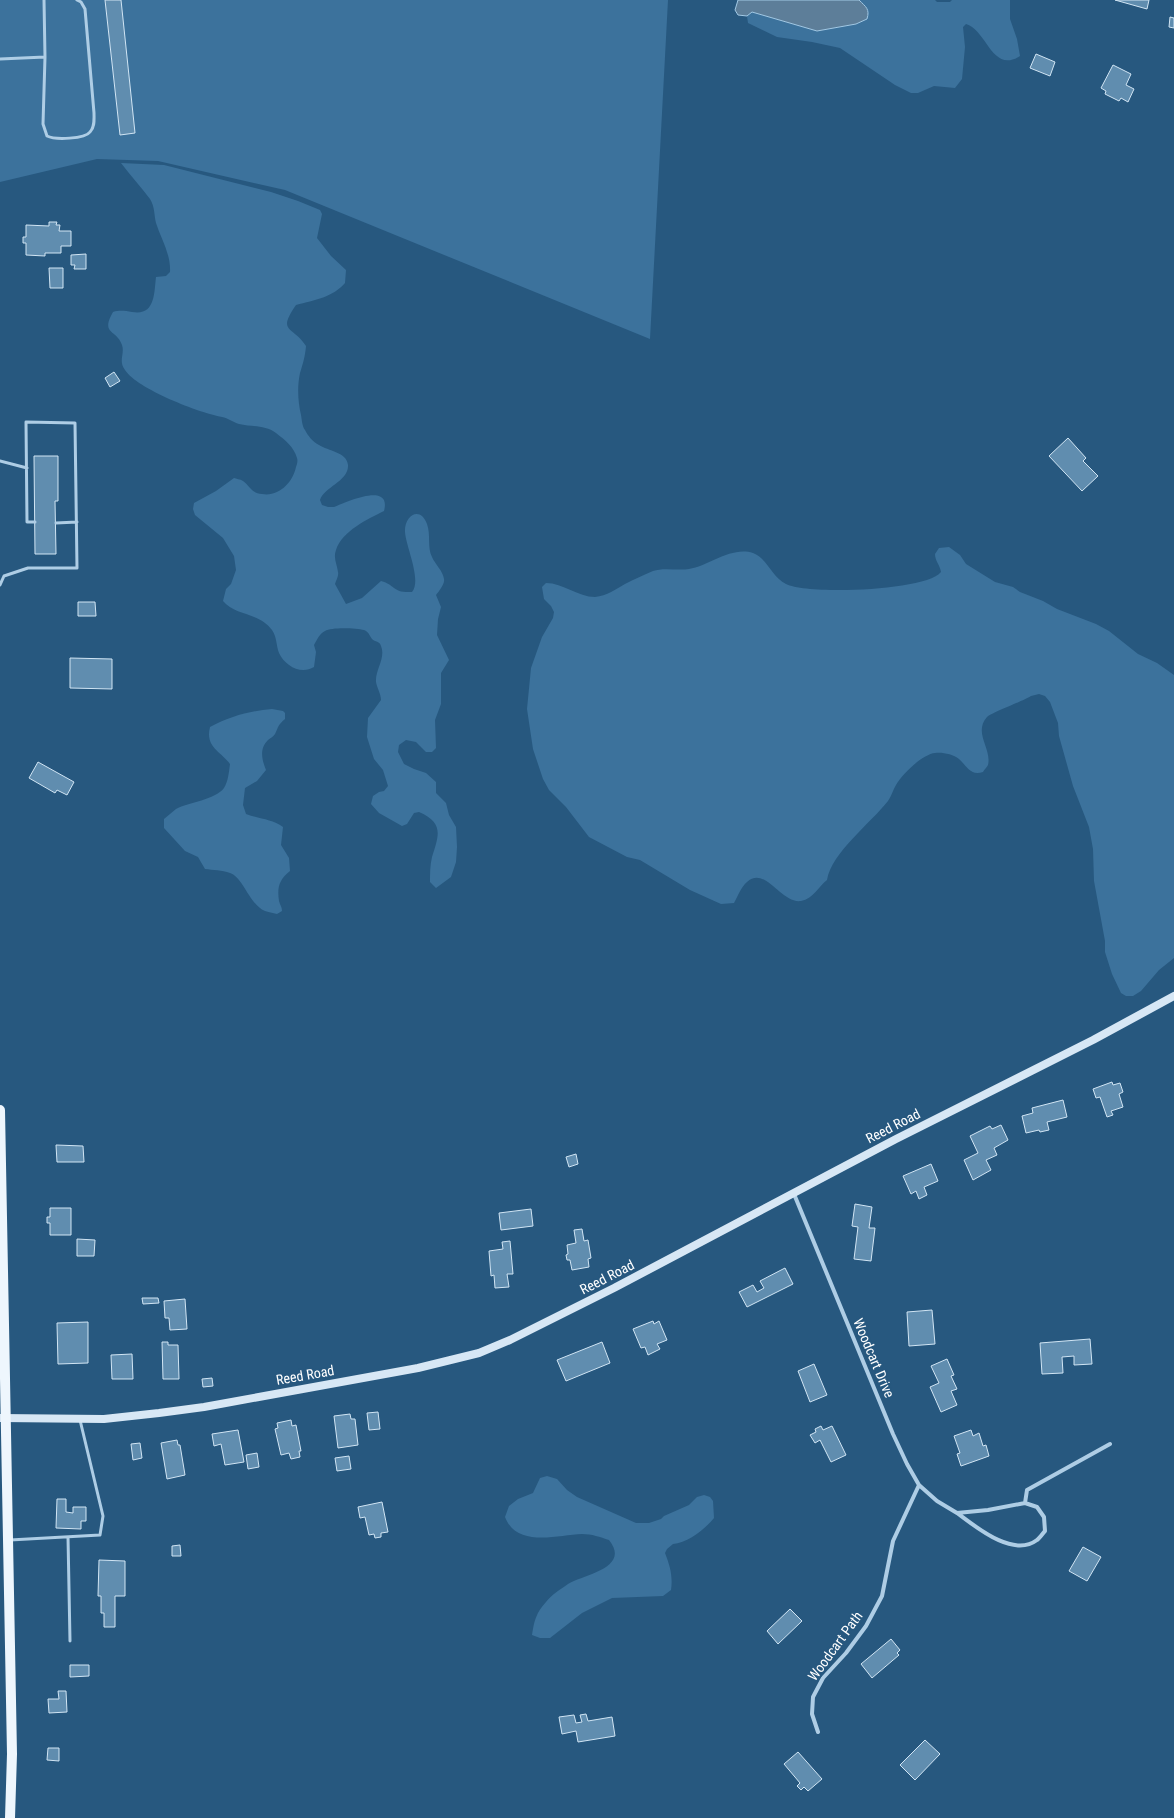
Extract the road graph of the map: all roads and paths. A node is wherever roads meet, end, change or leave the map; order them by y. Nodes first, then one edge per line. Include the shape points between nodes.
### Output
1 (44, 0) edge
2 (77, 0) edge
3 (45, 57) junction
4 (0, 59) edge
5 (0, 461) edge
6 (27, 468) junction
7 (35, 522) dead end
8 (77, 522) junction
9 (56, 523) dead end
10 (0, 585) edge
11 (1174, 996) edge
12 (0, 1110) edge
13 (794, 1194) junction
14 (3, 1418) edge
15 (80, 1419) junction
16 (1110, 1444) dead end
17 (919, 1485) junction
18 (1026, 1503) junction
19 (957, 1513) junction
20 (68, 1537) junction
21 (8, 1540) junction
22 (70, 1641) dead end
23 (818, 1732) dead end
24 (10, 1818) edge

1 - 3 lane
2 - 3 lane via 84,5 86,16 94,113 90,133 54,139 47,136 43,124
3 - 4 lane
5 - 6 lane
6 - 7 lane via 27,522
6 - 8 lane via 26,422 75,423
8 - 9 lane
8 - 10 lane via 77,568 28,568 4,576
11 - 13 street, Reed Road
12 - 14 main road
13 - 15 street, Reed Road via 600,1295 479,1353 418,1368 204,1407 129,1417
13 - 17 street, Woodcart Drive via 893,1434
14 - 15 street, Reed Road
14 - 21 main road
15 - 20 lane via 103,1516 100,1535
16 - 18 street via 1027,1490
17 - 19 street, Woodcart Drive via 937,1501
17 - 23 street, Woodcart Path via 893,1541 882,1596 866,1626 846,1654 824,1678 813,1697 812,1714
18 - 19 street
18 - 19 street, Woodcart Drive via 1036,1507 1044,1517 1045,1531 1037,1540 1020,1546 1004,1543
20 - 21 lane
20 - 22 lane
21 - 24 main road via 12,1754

[WORK INSTRUCTIONS]
Drop the pictures and copy the data exactly.

[ANSWER BOX]
Extract the road graph of the map: all roads and paths. A node is wherever roads meet, end, change or leave the map; order them by y. Nodes first, then one edge per line. Include the shape points between nodes.
### Output
1 (44, 0) edge
2 (77, 0) edge
3 (45, 57) junction
4 (0, 59) edge
5 (0, 461) edge
6 (27, 468) junction
7 (35, 522) dead end
8 (77, 522) junction
9 (56, 523) dead end
10 (0, 585) edge
11 (1174, 996) edge
12 (0, 1110) edge
13 (794, 1194) junction
14 (3, 1418) edge
15 (80, 1419) junction
16 (1110, 1444) dead end
17 (919, 1485) junction
18 (1026, 1503) junction
19 (957, 1513) junction
20 (68, 1537) junction
21 (8, 1540) junction
22 (70, 1641) dead end
23 (818, 1732) dead end
24 (10, 1818) edge

1 - 3 lane
2 - 3 lane via 84,5 86,16 94,113 90,133 54,139 47,136 43,124
3 - 4 lane
5 - 6 lane
6 - 7 lane via 27,522
6 - 8 lane via 26,422 75,423
8 - 9 lane
8 - 10 lane via 77,568 28,568 4,576
11 - 13 street, Reed Road
12 - 14 main road
13 - 15 street, Reed Road via 600,1295 479,1353 418,1368 204,1407 129,1417
13 - 17 street, Woodcart Drive via 893,1434
14 - 15 street, Reed Road
14 - 21 main road
15 - 20 lane via 103,1516 100,1535
16 - 18 street via 1027,1490
17 - 19 street, Woodcart Drive via 937,1501
17 - 23 street, Woodcart Path via 893,1541 882,1596 866,1626 846,1654 824,1678 813,1697 812,1714
18 - 19 street
18 - 19 street, Woodcart Drive via 1036,1507 1044,1517 1045,1531 1037,1540 1020,1546 1004,1543
20 - 21 lane
20 - 22 lane
21 - 24 main road via 12,1754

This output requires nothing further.